### YOUR TASK:
Quote every line of the material beneath this one.

### TASK DATA:
>>>
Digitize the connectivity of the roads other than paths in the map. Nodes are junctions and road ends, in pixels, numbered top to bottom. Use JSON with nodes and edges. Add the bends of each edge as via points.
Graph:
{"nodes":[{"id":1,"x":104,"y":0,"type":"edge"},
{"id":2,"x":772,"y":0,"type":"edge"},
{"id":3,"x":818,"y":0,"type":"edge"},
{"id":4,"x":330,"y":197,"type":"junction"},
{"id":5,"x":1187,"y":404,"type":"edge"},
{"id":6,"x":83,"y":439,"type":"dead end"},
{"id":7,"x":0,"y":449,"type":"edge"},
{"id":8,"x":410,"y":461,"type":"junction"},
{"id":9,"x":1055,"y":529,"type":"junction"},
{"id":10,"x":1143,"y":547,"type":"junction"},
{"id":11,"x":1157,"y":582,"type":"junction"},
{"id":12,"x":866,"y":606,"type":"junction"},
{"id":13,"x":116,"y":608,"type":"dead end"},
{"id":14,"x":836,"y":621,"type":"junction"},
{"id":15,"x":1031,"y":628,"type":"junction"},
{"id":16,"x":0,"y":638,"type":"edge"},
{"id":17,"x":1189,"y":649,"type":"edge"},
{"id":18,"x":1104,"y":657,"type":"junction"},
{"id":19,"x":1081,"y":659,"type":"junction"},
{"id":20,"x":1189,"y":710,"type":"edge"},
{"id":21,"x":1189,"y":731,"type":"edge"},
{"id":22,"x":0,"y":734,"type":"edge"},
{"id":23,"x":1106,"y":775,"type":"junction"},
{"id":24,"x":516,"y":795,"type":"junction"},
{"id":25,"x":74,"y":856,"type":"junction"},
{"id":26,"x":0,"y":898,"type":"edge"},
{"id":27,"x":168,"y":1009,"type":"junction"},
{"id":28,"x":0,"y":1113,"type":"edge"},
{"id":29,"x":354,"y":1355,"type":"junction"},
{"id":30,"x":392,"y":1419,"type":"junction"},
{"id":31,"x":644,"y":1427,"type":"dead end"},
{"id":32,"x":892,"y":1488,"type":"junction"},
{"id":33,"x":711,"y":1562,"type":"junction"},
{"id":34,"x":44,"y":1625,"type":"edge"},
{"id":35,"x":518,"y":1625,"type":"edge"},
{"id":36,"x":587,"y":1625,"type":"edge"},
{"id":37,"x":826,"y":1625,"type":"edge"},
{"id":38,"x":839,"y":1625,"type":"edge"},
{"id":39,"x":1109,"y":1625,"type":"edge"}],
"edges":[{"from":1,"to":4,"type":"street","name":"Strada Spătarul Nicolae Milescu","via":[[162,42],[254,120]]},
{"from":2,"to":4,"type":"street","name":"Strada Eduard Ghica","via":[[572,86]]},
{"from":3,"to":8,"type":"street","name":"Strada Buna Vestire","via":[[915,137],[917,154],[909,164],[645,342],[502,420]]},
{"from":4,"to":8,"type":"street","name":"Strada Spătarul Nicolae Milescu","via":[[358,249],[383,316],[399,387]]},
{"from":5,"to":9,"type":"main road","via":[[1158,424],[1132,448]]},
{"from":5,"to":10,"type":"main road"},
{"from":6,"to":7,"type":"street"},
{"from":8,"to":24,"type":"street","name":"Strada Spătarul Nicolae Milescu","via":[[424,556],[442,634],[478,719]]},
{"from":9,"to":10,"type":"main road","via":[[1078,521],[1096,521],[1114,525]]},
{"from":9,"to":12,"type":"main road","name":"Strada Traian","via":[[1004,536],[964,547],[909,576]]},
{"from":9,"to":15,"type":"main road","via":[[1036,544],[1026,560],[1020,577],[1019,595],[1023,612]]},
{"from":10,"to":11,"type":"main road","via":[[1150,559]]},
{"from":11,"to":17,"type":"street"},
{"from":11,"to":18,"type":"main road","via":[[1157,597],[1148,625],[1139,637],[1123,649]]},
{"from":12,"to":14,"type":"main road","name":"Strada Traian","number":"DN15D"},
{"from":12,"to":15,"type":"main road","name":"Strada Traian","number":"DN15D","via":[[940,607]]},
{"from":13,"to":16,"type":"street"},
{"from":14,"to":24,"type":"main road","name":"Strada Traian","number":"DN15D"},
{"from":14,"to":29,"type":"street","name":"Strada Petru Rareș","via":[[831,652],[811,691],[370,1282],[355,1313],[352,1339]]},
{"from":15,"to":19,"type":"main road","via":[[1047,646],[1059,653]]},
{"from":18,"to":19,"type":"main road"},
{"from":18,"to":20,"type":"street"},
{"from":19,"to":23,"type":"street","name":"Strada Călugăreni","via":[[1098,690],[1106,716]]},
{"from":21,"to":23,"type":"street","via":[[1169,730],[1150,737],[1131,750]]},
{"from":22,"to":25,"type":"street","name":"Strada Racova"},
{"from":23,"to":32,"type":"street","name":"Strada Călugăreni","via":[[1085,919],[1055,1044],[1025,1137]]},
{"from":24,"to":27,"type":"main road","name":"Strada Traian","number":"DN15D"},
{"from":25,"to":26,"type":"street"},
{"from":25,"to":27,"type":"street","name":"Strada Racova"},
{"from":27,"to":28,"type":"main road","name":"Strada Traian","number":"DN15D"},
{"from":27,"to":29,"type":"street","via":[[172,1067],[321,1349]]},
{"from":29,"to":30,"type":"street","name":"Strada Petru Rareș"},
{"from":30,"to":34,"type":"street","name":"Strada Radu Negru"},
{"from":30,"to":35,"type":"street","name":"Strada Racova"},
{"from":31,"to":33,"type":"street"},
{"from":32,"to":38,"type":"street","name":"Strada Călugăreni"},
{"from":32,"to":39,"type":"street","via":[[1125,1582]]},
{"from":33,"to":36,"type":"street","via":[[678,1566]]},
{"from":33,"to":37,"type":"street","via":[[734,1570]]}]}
<<<
### RESULT:
Digitize the connectivity of the roads other than paths in the map. Nodes are junctions and road ends, in pixels, numbered top to bottom. Use JSON with nodes and edges. Add the bends of each edge as via points.
Graph:
{"nodes":[{"id":1,"x":104,"y":0,"type":"edge"},
{"id":2,"x":772,"y":0,"type":"edge"},
{"id":3,"x":818,"y":0,"type":"edge"},
{"id":4,"x":330,"y":197,"type":"junction"},
{"id":5,"x":1187,"y":404,"type":"edge"},
{"id":6,"x":83,"y":439,"type":"dead end"},
{"id":7,"x":0,"y":449,"type":"edge"},
{"id":8,"x":410,"y":461,"type":"junction"},
{"id":9,"x":1055,"y":529,"type":"junction"},
{"id":10,"x":1143,"y":547,"type":"junction"},
{"id":11,"x":1157,"y":582,"type":"junction"},
{"id":12,"x":866,"y":606,"type":"junction"},
{"id":13,"x":116,"y":608,"type":"dead end"},
{"id":14,"x":836,"y":621,"type":"junction"},
{"id":15,"x":1031,"y":628,"type":"junction"},
{"id":16,"x":0,"y":638,"type":"edge"},
{"id":17,"x":1189,"y":649,"type":"edge"},
{"id":18,"x":1104,"y":657,"type":"junction"},
{"id":19,"x":1081,"y":659,"type":"junction"},
{"id":20,"x":1189,"y":710,"type":"edge"},
{"id":21,"x":1189,"y":731,"type":"edge"},
{"id":22,"x":0,"y":734,"type":"edge"},
{"id":23,"x":1106,"y":775,"type":"junction"},
{"id":24,"x":516,"y":795,"type":"junction"},
{"id":25,"x":74,"y":856,"type":"junction"},
{"id":26,"x":0,"y":898,"type":"edge"},
{"id":27,"x":168,"y":1009,"type":"junction"},
{"id":28,"x":0,"y":1113,"type":"edge"},
{"id":29,"x":354,"y":1355,"type":"junction"},
{"id":30,"x":392,"y":1419,"type":"junction"},
{"id":31,"x":644,"y":1427,"type":"dead end"},
{"id":32,"x":892,"y":1488,"type":"junction"},
{"id":33,"x":711,"y":1562,"type":"junction"},
{"id":34,"x":44,"y":1625,"type":"edge"},
{"id":35,"x":518,"y":1625,"type":"edge"},
{"id":36,"x":587,"y":1625,"type":"edge"},
{"id":37,"x":826,"y":1625,"type":"edge"},
{"id":38,"x":839,"y":1625,"type":"edge"},
{"id":39,"x":1109,"y":1625,"type":"edge"}],
"edges":[{"from":1,"to":4,"type":"street","name":"Strada Spătarul Nicolae Milescu","via":[[162,42],[254,120]]},
{"from":2,"to":4,"type":"street","name":"Strada Eduard Ghica","via":[[572,86]]},
{"from":3,"to":8,"type":"street","name":"Strada Buna Vestire","via":[[915,137],[917,154],[909,164],[645,342],[502,420]]},
{"from":4,"to":8,"type":"street","name":"Strada Spătarul Nicolae Milescu","via":[[358,249],[383,316],[399,387]]},
{"from":5,"to":9,"type":"main road","via":[[1158,424],[1132,448]]},
{"from":5,"to":10,"type":"main road"},
{"from":6,"to":7,"type":"street"},
{"from":8,"to":24,"type":"street","name":"Strada Spătarul Nicolae Milescu","via":[[424,556],[442,634],[478,719]]},
{"from":9,"to":10,"type":"main road","via":[[1078,521],[1096,521],[1114,525]]},
{"from":9,"to":12,"type":"main road","name":"Strada Traian","via":[[1004,536],[964,547],[909,576]]},
{"from":9,"to":15,"type":"main road","via":[[1036,544],[1026,560],[1020,577],[1019,595],[1023,612]]},
{"from":10,"to":11,"type":"main road","via":[[1150,559]]},
{"from":11,"to":17,"type":"street"},
{"from":11,"to":18,"type":"main road","via":[[1157,597],[1148,625],[1139,637],[1123,649]]},
{"from":12,"to":14,"type":"main road","name":"Strada Traian","number":"DN15D"},
{"from":12,"to":15,"type":"main road","name":"Strada Traian","number":"DN15D","via":[[940,607]]},
{"from":13,"to":16,"type":"street"},
{"from":14,"to":24,"type":"main road","name":"Strada Traian","number":"DN15D"},
{"from":14,"to":29,"type":"street","name":"Strada Petru Rareș","via":[[831,652],[811,691],[370,1282],[355,1313],[352,1339]]},
{"from":15,"to":19,"type":"main road","via":[[1047,646],[1059,653]]},
{"from":18,"to":19,"type":"main road"},
{"from":18,"to":20,"type":"street"},
{"from":19,"to":23,"type":"street","name":"Strada Călugăreni","via":[[1098,690],[1106,716]]},
{"from":21,"to":23,"type":"street","via":[[1169,730],[1150,737],[1131,750]]},
{"from":22,"to":25,"type":"street","name":"Strada Racova"},
{"from":23,"to":32,"type":"street","name":"Strada Călugăreni","via":[[1085,919],[1055,1044],[1025,1137]]},
{"from":24,"to":27,"type":"main road","name":"Strada Traian","number":"DN15D"},
{"from":25,"to":26,"type":"street"},
{"from":25,"to":27,"type":"street","name":"Strada Racova"},
{"from":27,"to":28,"type":"main road","name":"Strada Traian","number":"DN15D"},
{"from":27,"to":29,"type":"street","via":[[172,1067],[321,1349]]},
{"from":29,"to":30,"type":"street","name":"Strada Petru Rareș"},
{"from":30,"to":34,"type":"street","name":"Strada Radu Negru"},
{"from":30,"to":35,"type":"street","name":"Strada Racova"},
{"from":31,"to":33,"type":"street"},
{"from":32,"to":38,"type":"street","name":"Strada Călugăreni"},
{"from":32,"to":39,"type":"street","via":[[1125,1582]]},
{"from":33,"to":36,"type":"street","via":[[678,1566]]},
{"from":33,"to":37,"type":"street","via":[[734,1570]]}]}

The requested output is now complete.